Figure 9.3 – Fractional Fish Patty Design

image

It is important to switch the process variable design fractions between the pure blends and 50-50 blends so that all terms in g(z) can be estimated. The switching of the half fractions can be seen in Figure 9.3. Also, running a full process design at the centroid produces more data, and therefore more information, in the center of the formulation design. Note that the centroid of the formulation design is run at each of the eight points in the process design. Of course, one could run a half fraction of the process variable design at the centroid in order to reduce the size of the design or use a smaller fraction than a half fraction. The implications of fractional process variable designs are discussed in more detail in Box et al. (2005) and Montgomery (2012).

An obvious concern with this fractional design approach is to ask what might happen if there is, in fact, interaction between the process variables and formulation components?

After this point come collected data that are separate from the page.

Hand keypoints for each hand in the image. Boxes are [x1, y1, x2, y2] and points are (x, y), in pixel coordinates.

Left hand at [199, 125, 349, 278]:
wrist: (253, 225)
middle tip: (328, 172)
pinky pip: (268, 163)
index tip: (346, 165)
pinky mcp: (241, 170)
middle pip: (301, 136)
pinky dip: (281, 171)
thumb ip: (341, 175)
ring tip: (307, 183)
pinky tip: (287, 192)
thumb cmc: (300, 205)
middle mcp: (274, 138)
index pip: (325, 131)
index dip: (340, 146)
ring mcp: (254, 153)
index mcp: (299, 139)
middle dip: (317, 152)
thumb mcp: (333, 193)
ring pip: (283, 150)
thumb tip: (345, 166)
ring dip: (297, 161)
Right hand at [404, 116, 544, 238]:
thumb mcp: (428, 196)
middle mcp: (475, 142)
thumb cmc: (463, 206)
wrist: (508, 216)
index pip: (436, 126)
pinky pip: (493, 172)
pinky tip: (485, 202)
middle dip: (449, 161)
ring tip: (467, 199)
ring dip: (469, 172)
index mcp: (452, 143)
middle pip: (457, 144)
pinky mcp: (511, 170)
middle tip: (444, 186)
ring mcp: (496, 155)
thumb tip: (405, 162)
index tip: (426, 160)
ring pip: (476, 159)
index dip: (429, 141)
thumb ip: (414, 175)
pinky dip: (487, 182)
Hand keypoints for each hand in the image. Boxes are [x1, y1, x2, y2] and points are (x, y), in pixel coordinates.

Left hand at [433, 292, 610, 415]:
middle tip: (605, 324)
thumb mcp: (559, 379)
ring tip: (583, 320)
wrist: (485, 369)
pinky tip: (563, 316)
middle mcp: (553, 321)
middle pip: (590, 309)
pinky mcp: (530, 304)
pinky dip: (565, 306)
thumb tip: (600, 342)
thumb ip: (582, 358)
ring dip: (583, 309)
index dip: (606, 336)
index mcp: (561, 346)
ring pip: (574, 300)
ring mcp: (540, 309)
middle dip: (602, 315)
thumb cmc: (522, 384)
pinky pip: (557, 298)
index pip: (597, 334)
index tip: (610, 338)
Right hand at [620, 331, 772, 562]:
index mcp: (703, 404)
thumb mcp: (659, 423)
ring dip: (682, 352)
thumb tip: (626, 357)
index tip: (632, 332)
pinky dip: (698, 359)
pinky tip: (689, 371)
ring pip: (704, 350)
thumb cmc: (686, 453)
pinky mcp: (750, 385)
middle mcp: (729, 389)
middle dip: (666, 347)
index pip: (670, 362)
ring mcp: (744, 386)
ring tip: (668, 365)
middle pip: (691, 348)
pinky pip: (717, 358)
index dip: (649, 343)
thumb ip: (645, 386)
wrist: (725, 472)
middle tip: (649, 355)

Clearly, there would not be enough data to estimate all the terms in the linearized model using the design depicted in Figure 9.3. As we shall see shortly, a sequential strategy, analogous to the strategy discussed in Chapter 2, will allow one to initially run smaller designs such as this one, while still supporting the option of larger designs that allow estimation of the full linearized model. A key aspect of this approach is the option of fitting non-linear models, which we now introduce.

9.4 The Option of Non-Linear Models

An important point to note is that Equation 2 is a model that is non-linear in the parameters. If it is directly estimated as such, as opposed to multiplying out the terms in f(x) and g(z), as in Equation 3, the number of terms to be estimated is the sum, rather than the product, of the terms in f(x) and g(z). That is, instead of Equation 3 for the sample problem with three formulation components and two process variables, we would have this:

c(x,z) = f(x)*g(z) = (b1x1 + b2x2 + b3x3 + b12x1x2 + b13x1x3 + b23x2x3 + b123x1x2x3)*

(a0 + a1z1 + a2z2 + a12z1z2)                                                                          (4)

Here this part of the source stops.